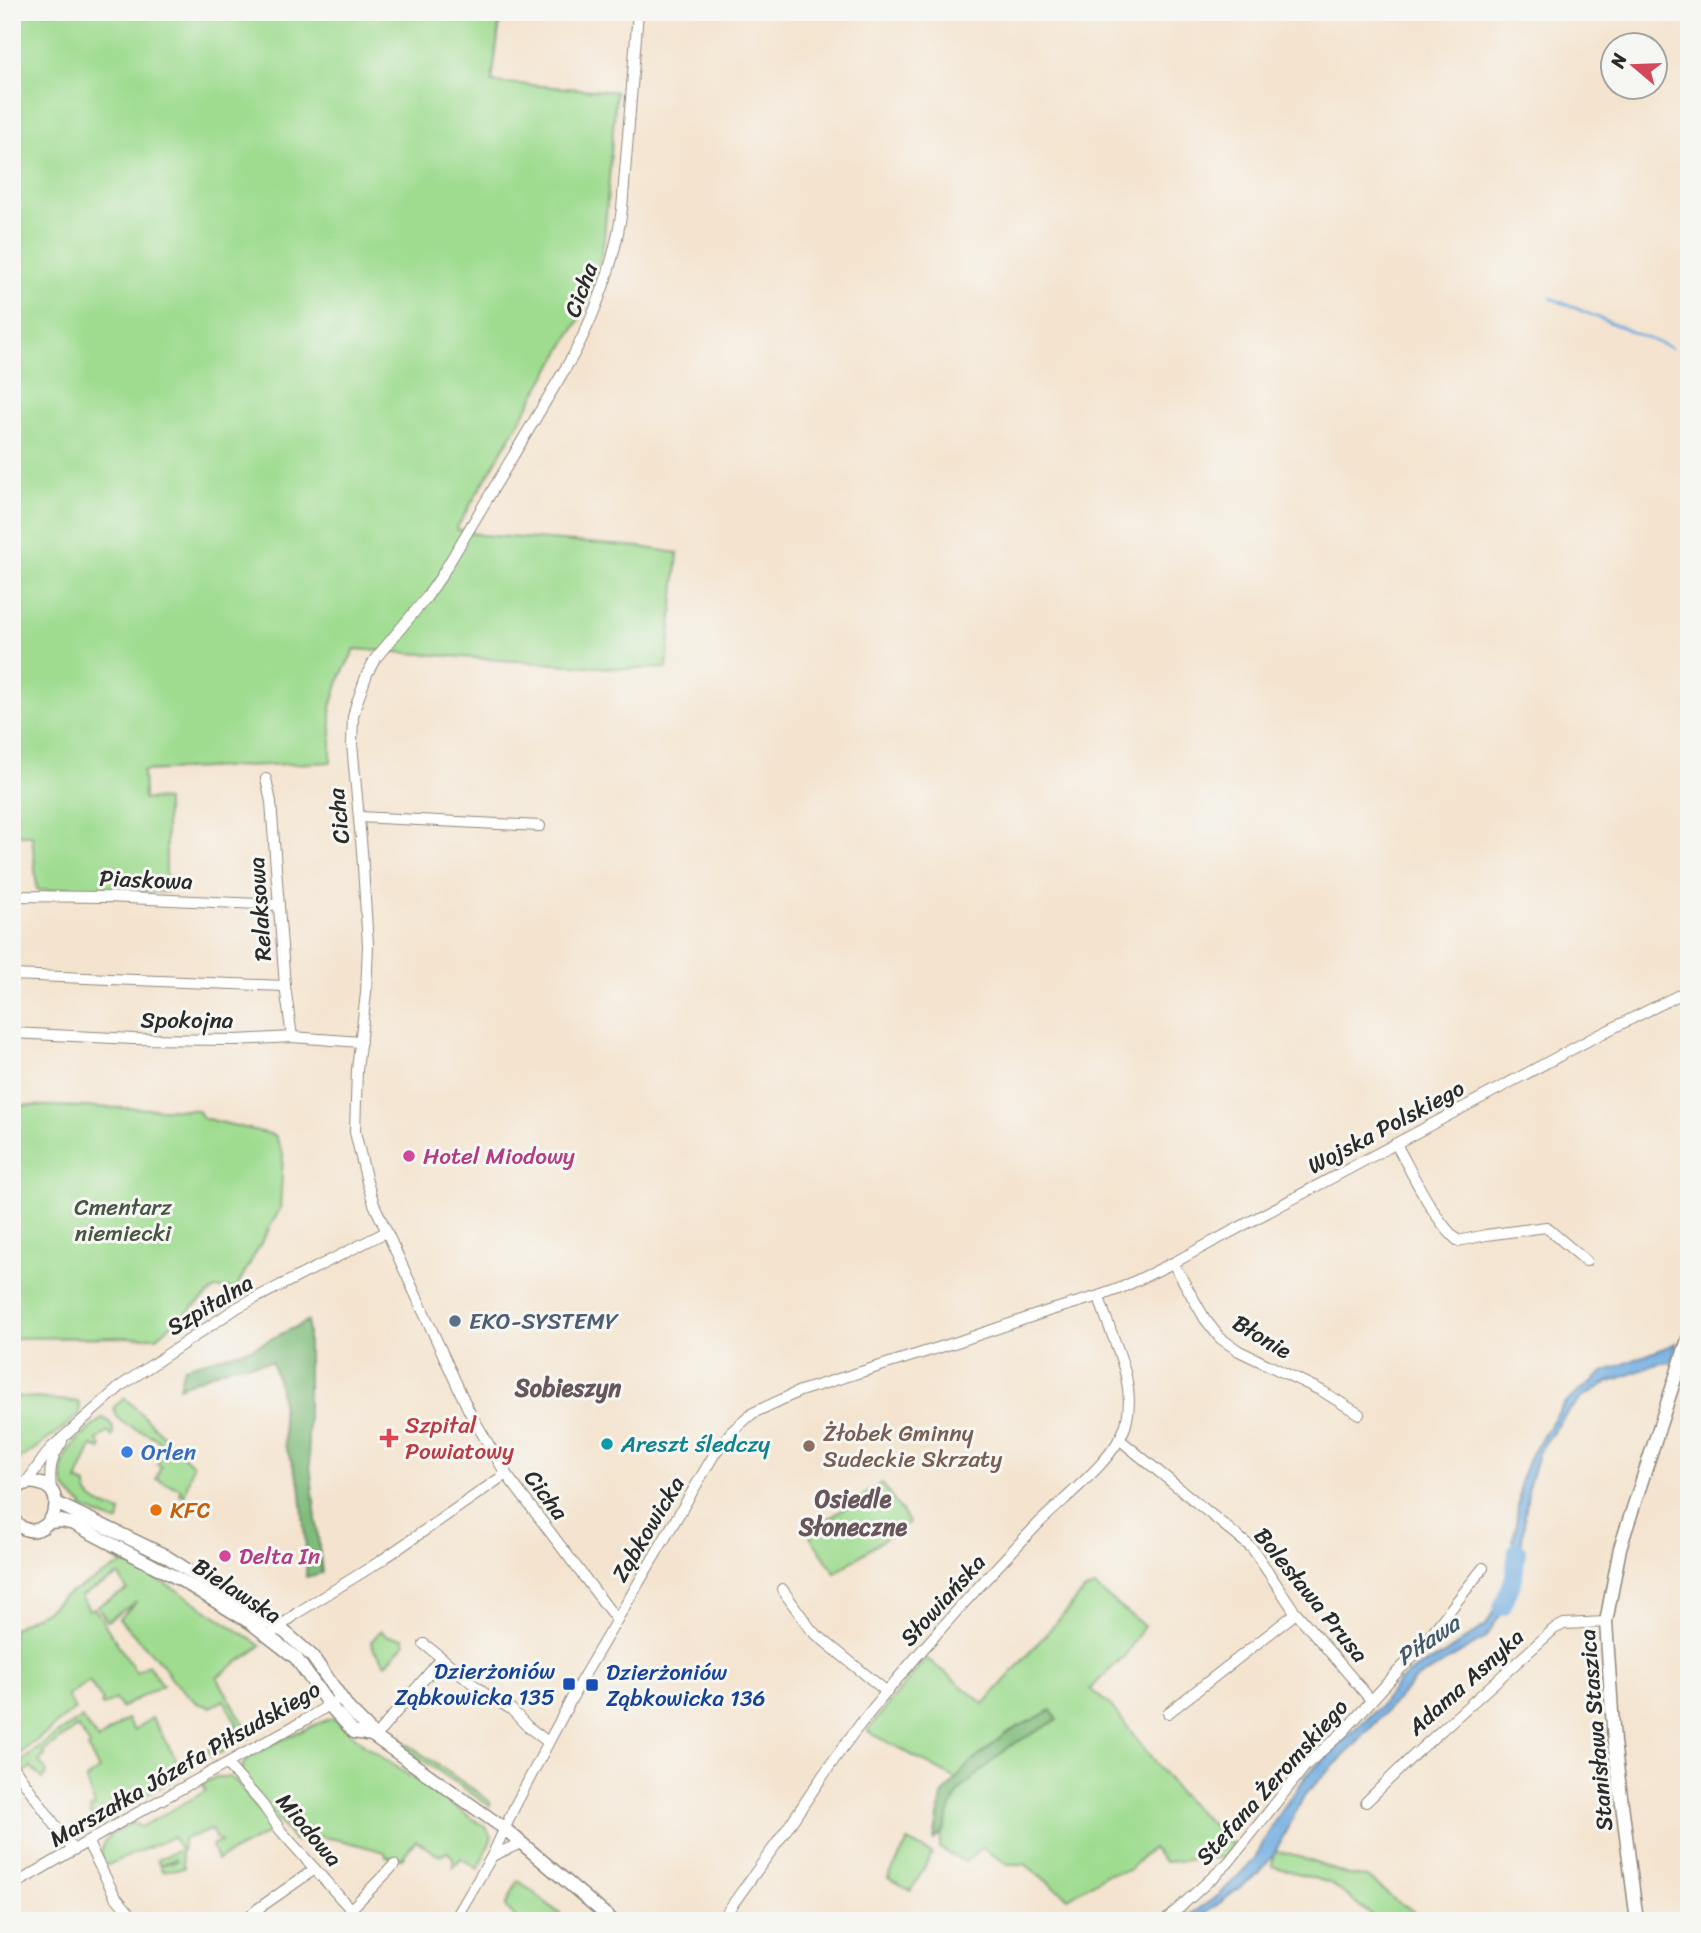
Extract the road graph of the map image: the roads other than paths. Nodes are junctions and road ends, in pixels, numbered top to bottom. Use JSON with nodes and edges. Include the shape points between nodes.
{"nodes":[{"id":1,"x":638,"y":12,"type":"edge"},
{"id":2,"x":266,"y":779,"type":"dead end"},
{"id":3,"x":359,"y":817,"type":"junction"},
{"id":4,"x":540,"y":826,"type":"dead end"},
{"id":5,"x":12,"y":895,"type":"edge"},
{"id":6,"x":279,"y":905,"type":"junction"},
{"id":7,"x":12,"y":975,"type":"edge"},
{"id":8,"x":285,"y":986,"type":"junction"},
{"id":9,"x":1689,"y":990,"type":"edge"},
{"id":10,"x":12,"y":1033,"type":"edge"},
{"id":11,"x":292,"y":1037,"type":"junction"},
{"id":12,"x":360,"y":1042,"type":"junction"},
{"id":13,"x":1396,"y":1144,"type":"junction"},
{"id":14,"x":386,"y":1232,"type":"junction"},
{"id":15,"x":1586,"y":1261,"type":"dead end"},
{"id":16,"x":1173,"y":1263,"type":"junction"},
{"id":17,"x":1099,"y":1296,"type":"junction"},
{"id":18,"x":1689,"y":1336,"type":"edge"},
{"id":19,"x":1359,"y":1414,"type":"dead end"},
{"id":20,"x":69,"y":1433,"type":"junction"},
{"id":21,"x":1119,"y":1439,"type":"junction"},
{"id":22,"x":506,"y":1474,"type":"junction"},
{"id":23,"x":18,"y":1487,"type":"edge"},
{"id":24,"x":53,"y":1497,"type":"junction"},
{"id":25,"x":13,"y":1520,"type":"edge"},
{"id":26,"x":50,"y":1522,"type":"junction"},
{"id":27,"x":1483,"y":1568,"type":"dead end"},
{"id":28,"x":205,"y":1588,"type":"junction"},
{"id":29,"x":782,"y":1589,"type":"dead end"},
{"id":30,"x":1296,"y":1613,"type":"junction"},
{"id":31,"x":616,"y":1619,"type":"junction"},
{"id":32,"x":1606,"y":1622,"type":"junction"},
{"id":33,"x":274,"y":1632,"type":"junction"},
{"id":34,"x":424,"y":1644,"type":"dead end"},
{"id":35,"x":442,"y":1658,"type":"junction"},
{"id":36,"x":887,"y":1692,"type":"junction"},
{"id":37,"x":341,"y":1697,"type":"junction"},
{"id":38,"x":1371,"y":1700,"type":"junction"},
{"id":39,"x":329,"y":1705,"type":"junction"},
{"id":40,"x":1168,"y":1713,"type":"dead end"},
{"id":41,"x":374,"y":1736,"type":"junction"},
{"id":42,"x":548,"y":1742,"type":"junction"},
{"id":43,"x":227,"y":1763,"type":"junction"},
{"id":44,"x":12,"y":1765,"type":"edge"},
{"id":45,"x":1366,"y":1802,"type":"dead end"},
{"id":46,"x":505,"y":1829,"type":"junction"},
{"id":47,"x":87,"y":1841,"type":"junction"},
{"id":48,"x":521,"y":1843,"type":"junction"},
{"id":49,"x":73,"y":1850,"type":"junction"},
{"id":50,"x":492,"y":1856,"type":"junction"},
{"id":51,"x":394,"y":1865,"type":"dead end"},
{"id":52,"x":315,"y":1869,"type":"junction"},
{"id":53,"x":12,"y":1886,"type":"edge"},
{"id":54,"x":351,"y":1909,"type":"junction"},
{"id":55,"x":136,"y":1921,"type":"edge"},
{"id":56,"x":245,"y":1921,"type":"edge"},
{"id":57,"x":361,"y":1921,"type":"edge"},
{"id":58,"x":453,"y":1921,"type":"edge"},
{"id":59,"x":613,"y":1921,"type":"edge"},
{"id":60,"x":721,"y":1921,"type":"edge"},
{"id":61,"x":1165,"y":1921,"type":"edge"},
{"id":62,"x":1637,"y":1921,"type":"edge"}],
"edges":[{"from":1,"to":3,"type":"street","name":"Cicha","via":[[622,209],[601,295],[574,354],[452,560],[367,674],[352,730]]},
{"from":2,"to":6,"type":"street","name":"Relaksowa"},
{"from":3,"to":4,"type":"street"},
{"from":3,"to":12,"type":"street","name":"Cicha","via":[[368,945]]},
{"from":5,"to":6,"type":"street","name":"Piaskowa"},
{"from":6,"to":8,"type":"street","name":"Relaksowa"},
{"from":7,"to":8,"type":"street"},
{"from":8,"to":11,"type":"street","name":"Relaksowa"},
{"from":9,"to":13,"type":"street","name":"Wojska Polskiego"},
{"from":10,"to":11,"type":"street","name":"Spokojna","via":[[134,1039]]},
{"from":11,"to":12,"type":"street","name":"Spokojna"},
{"from":12,"to":14,"type":"street","name":"Cicha","via":[[355,1132],[370,1193]]},
{"from":13,"to":15,"type":"street","via":[[1448,1233],[1458,1241],[1546,1227]]},
{"from":13,"to":16,"type":"street","name":"Wojska Polskiego"},
{"from":14,"to":20,"type":"street","name":"Szpitalna","via":[[238,1307],[122,1385]]},
{"from":14,"to":22,"type":"street","name":"Cicha","via":[[469,1411]]},
{"from":16,"to":17,"type":"street","name":"Wojska Polskiego"},
{"from":16,"to":19,"type":"street","name":"Błonie","via":[[1220,1338]]},
{"from":17,"to":21,"type":"street","name":"Słowiańska","via":[[1129,1384],[1128,1413]]},
{"from":17,"to":31,"type":"street","name":"Ząbkowicka","via":[[800,1391],[753,1413],[715,1453]]},
{"from":18,"to":32,"type":"main road","name":"Stanisława Staszica","via":[[1620,1548]]},
{"from":20,"to":23,"type":"street","name":"Szpitalna"},
{"from":20,"to":24,"type":"street","name":"Szpitalna","via":[[49,1469]]},
{"from":21,"to":30,"type":"street","name":"Bolesława Prusa","via":[[1252,1548]]},
{"from":21,"to":36,"type":"street","name":"Słowiańska"},
{"from":22,"to":31,"type":"street","name":"Cicha"},
{"from":22,"to":33,"type":"street"},
{"from":23,"to":24,"type":"main road","name":"Bielawska","via":[[39,1483]]},
{"from":24,"to":26,"type":"main road"},
{"from":24,"to":28,"type":"main road","name":"Bielawska","via":[[164,1556]]},
{"from":25,"to":26,"type":"main road","name":"Bielawska","via":[[32,1530]]},
{"from":26,"to":28,"type":"main road","name":"Bielawska","via":[[74,1524]]},
{"from":27,"to":38,"type":"street","name":"Stefana Żeromskiego","via":[[1413,1657]]},
{"from":28,"to":33,"type":"main road","name":"Bielawska"},
{"from":29,"to":36,"type":"street","via":[[812,1631]]},
{"from":30,"to":38,"type":"street","name":"Bolesława Prusa"},
{"from":30,"to":40,"type":"street"},
{"from":31,"to":42,"type":"street","name":"Ząbkowicka"},
{"from":32,"to":45,"type":"street","name":"Adama Asnyka","via":[[1564,1624],[1554,1629]]},
{"from":32,"to":62,"type":"main road","name":"Stanisława Staszica","via":[[1614,1742]]},
{"from":33,"to":37,"type":"main road","name":"Bielawska","via":[[300,1644]]},
{"from":33,"to":39,"type":"main road","name":"Bielawska"},
{"from":34,"to":35,"type":"street"},
{"from":35,"to":41,"type":"street"},
{"from":35,"to":42,"type":"street"},
{"from":36,"to":60,"type":"street","name":"Słowiańska"},
{"from":37,"to":39,"type":"street","name":"Marszałka Józefa Piłsudskiego"},
{"from":37,"to":41,"type":"main road","name":"Bielawska"},
{"from":38,"to":61,"type":"street","name":"Stefana Żeromskiego","via":[[1306,1765],[1228,1863]]},
{"from":39,"to":41,"type":"main road","name":"Bielawska","via":[[354,1732]]},
{"from":39,"to":43,"type":"street","name":"Marszałka Józefa Piłsudskiego"},
{"from":41,"to":46,"type":"main road","name":"Bielawska"},
{"from":42,"to":46,"type":"street","name":"Ząbkowicka"},
{"from":43,"to":47,"type":"street","name":"Marszałka Józefa Piłsudskiego"},
{"from":43,"to":52,"type":"street","name":"Miodowa"},
{"from":44,"to":49,"type":"street"},
{"from":46,"to":48,"type":"main road","name":"Bielawska"},
{"from":46,"to":50,"type":"street","name":"Ząbkowicka"},
{"from":47,"to":49,"type":"street","name":"Marszałka Józefa Piłsudskiego"},
{"from":47,"to":55,"type":"street","via":[[115,1896]]},
{"from":48,"to":50,"type":"street"},
{"from":48,"to":59,"type":"main road","name":"Bielawska"},
{"from":49,"to":53,"type":"street","name":"Marszałka Józefa Piłsudskiego"},
{"from":50,"to":58,"type":"street","name":"Ząbkowicka"},
{"from":51,"to":54,"type":"street"},
{"from":52,"to":54,"type":"street","name":"Miodowa"},
{"from":52,"to":56,"type":"street"},
{"from":54,"to":57,"type":"street","name":"Miodowa"}]}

■ ■ ■ ■

*What is needed*:
Return every line holding the word "Spokojna" from the records.

*Reply*:
{"from":10,"to":11,"type":"street","name":"Spokojna","via":[[134,1039]]},
{"from":11,"to":12,"type":"street","name":"Spokojna"},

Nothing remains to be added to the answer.